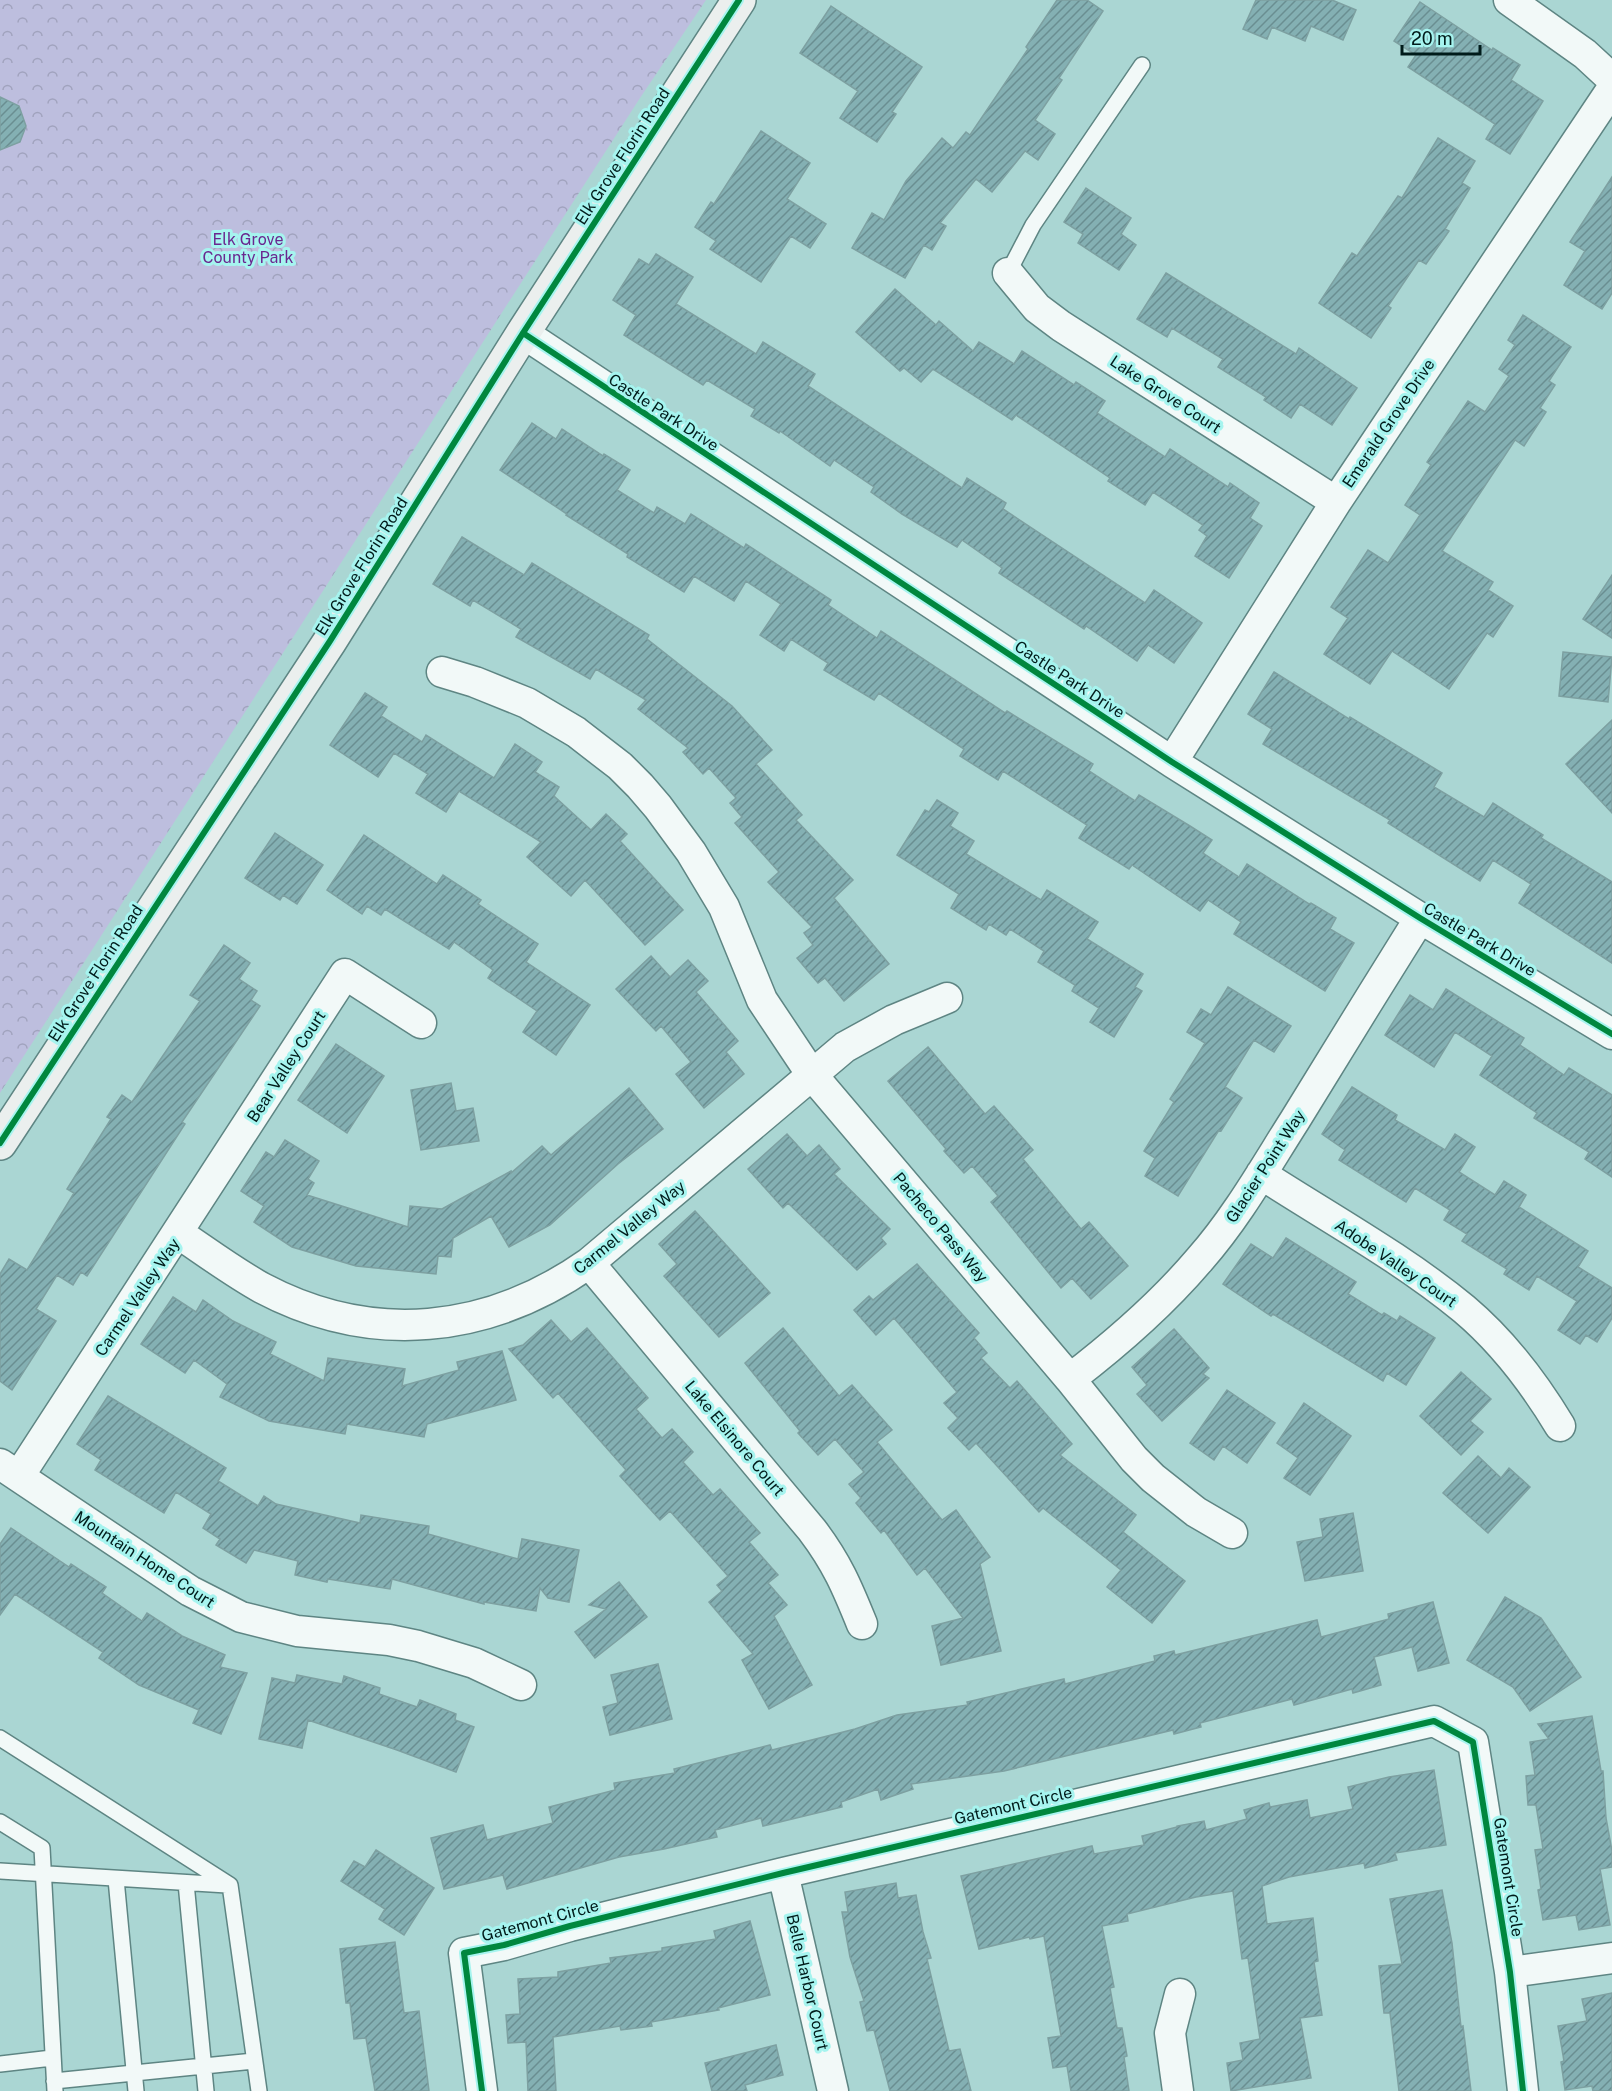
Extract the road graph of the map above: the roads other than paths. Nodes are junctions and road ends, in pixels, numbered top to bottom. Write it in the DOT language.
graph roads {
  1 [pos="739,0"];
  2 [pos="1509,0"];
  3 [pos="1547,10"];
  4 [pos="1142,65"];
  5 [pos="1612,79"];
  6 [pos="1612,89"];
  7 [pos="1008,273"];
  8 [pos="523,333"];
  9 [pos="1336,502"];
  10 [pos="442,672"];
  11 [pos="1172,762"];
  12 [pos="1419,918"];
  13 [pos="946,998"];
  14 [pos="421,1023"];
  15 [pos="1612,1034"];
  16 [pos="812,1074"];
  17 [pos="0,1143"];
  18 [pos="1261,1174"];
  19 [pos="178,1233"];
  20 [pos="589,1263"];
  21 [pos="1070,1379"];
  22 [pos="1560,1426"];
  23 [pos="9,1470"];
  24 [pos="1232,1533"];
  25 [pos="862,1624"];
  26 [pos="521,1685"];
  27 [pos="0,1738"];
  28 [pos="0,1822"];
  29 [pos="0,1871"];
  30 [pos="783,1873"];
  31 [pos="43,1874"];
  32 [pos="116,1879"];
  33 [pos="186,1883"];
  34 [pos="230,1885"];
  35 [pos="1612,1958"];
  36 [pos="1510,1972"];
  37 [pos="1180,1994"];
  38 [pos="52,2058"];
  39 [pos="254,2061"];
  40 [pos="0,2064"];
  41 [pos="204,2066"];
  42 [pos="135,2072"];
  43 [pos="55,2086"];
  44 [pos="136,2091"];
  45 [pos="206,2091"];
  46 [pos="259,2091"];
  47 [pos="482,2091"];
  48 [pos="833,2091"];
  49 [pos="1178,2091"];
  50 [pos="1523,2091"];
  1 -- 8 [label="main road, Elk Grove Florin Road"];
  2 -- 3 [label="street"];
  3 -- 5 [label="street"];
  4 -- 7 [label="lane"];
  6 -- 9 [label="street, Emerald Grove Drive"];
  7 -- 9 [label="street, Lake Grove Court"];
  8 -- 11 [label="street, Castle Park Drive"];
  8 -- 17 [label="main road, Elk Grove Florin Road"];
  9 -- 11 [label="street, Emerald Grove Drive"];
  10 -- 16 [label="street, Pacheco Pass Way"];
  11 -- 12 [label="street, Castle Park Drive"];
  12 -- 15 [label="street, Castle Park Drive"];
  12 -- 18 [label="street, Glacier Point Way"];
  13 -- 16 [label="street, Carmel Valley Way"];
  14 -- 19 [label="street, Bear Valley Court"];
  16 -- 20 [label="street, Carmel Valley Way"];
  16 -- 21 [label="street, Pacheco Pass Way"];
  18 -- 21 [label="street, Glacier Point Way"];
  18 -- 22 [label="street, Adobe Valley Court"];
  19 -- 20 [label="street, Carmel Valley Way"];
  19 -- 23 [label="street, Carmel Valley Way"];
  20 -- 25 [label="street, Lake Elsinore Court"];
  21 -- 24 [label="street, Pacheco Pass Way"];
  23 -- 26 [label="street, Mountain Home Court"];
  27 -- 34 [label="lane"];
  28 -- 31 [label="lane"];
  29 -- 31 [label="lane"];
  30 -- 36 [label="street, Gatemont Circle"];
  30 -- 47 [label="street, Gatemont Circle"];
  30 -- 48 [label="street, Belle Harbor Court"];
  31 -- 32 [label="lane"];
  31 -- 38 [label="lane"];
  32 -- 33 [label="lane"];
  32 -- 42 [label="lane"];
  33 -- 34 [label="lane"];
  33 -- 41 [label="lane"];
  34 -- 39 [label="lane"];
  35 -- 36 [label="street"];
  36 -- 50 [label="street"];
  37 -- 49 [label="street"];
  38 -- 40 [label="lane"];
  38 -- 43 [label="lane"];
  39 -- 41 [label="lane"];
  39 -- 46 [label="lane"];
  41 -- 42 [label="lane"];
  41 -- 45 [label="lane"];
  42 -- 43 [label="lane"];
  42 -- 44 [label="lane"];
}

What you are asked to do
Write out the data above exactly, minus any images.

Expected answer
Extract the road graph of the map above: the roads other than paths. Nodes are junctions and road ends, in pixels, numbered top to bottom. Write it in the DOT language.
graph roads {
  1 [pos="739,0"];
  2 [pos="1509,0"];
  3 [pos="1547,10"];
  4 [pos="1142,65"];
  5 [pos="1612,79"];
  6 [pos="1612,89"];
  7 [pos="1008,273"];
  8 [pos="523,333"];
  9 [pos="1336,502"];
  10 [pos="442,672"];
  11 [pos="1172,762"];
  12 [pos="1419,918"];
  13 [pos="946,998"];
  14 [pos="421,1023"];
  15 [pos="1612,1034"];
  16 [pos="812,1074"];
  17 [pos="0,1143"];
  18 [pos="1261,1174"];
  19 [pos="178,1233"];
  20 [pos="589,1263"];
  21 [pos="1070,1379"];
  22 [pos="1560,1426"];
  23 [pos="9,1470"];
  24 [pos="1232,1533"];
  25 [pos="862,1624"];
  26 [pos="521,1685"];
  27 [pos="0,1738"];
  28 [pos="0,1822"];
  29 [pos="0,1871"];
  30 [pos="783,1873"];
  31 [pos="43,1874"];
  32 [pos="116,1879"];
  33 [pos="186,1883"];
  34 [pos="230,1885"];
  35 [pos="1612,1958"];
  36 [pos="1510,1972"];
  37 [pos="1180,1994"];
  38 [pos="52,2058"];
  39 [pos="254,2061"];
  40 [pos="0,2064"];
  41 [pos="204,2066"];
  42 [pos="135,2072"];
  43 [pos="55,2086"];
  44 [pos="136,2091"];
  45 [pos="206,2091"];
  46 [pos="259,2091"];
  47 [pos="482,2091"];
  48 [pos="833,2091"];
  49 [pos="1178,2091"];
  50 [pos="1523,2091"];
  1 -- 8 [label="main road, Elk Grove Florin Road"];
  2 -- 3 [label="street"];
  3 -- 5 [label="street"];
  4 -- 7 [label="lane"];
  6 -- 9 [label="street, Emerald Grove Drive"];
  7 -- 9 [label="street, Lake Grove Court"];
  8 -- 11 [label="street, Castle Park Drive"];
  8 -- 17 [label="main road, Elk Grove Florin Road"];
  9 -- 11 [label="street, Emerald Grove Drive"];
  10 -- 16 [label="street, Pacheco Pass Way"];
  11 -- 12 [label="street, Castle Park Drive"];
  12 -- 15 [label="street, Castle Park Drive"];
  12 -- 18 [label="street, Glacier Point Way"];
  13 -- 16 [label="street, Carmel Valley Way"];
  14 -- 19 [label="street, Bear Valley Court"];
  16 -- 20 [label="street, Carmel Valley Way"];
  16 -- 21 [label="street, Pacheco Pass Way"];
  18 -- 21 [label="street, Glacier Point Way"];
  18 -- 22 [label="street, Adobe Valley Court"];
  19 -- 20 [label="street, Carmel Valley Way"];
  19 -- 23 [label="street, Carmel Valley Way"];
  20 -- 25 [label="street, Lake Elsinore Court"];
  21 -- 24 [label="street, Pacheco Pass Way"];
  23 -- 26 [label="street, Mountain Home Court"];
  27 -- 34 [label="lane"];
  28 -- 31 [label="lane"];
  29 -- 31 [label="lane"];
  30 -- 36 [label="street, Gatemont Circle"];
  30 -- 47 [label="street, Gatemont Circle"];
  30 -- 48 [label="street, Belle Harbor Court"];
  31 -- 32 [label="lane"];
  31 -- 38 [label="lane"];
  32 -- 33 [label="lane"];
  32 -- 42 [label="lane"];
  33 -- 34 [label="lane"];
  33 -- 41 [label="lane"];
  34 -- 39 [label="lane"];
  35 -- 36 [label="street"];
  36 -- 50 [label="street"];
  37 -- 49 [label="street"];
  38 -- 40 [label="lane"];
  38 -- 43 [label="lane"];
  39 -- 41 [label="lane"];
  39 -- 46 [label="lane"];
  41 -- 42 [label="lane"];
  41 -- 45 [label="lane"];
  42 -- 43 [label="lane"];
  42 -- 44 [label="lane"];
}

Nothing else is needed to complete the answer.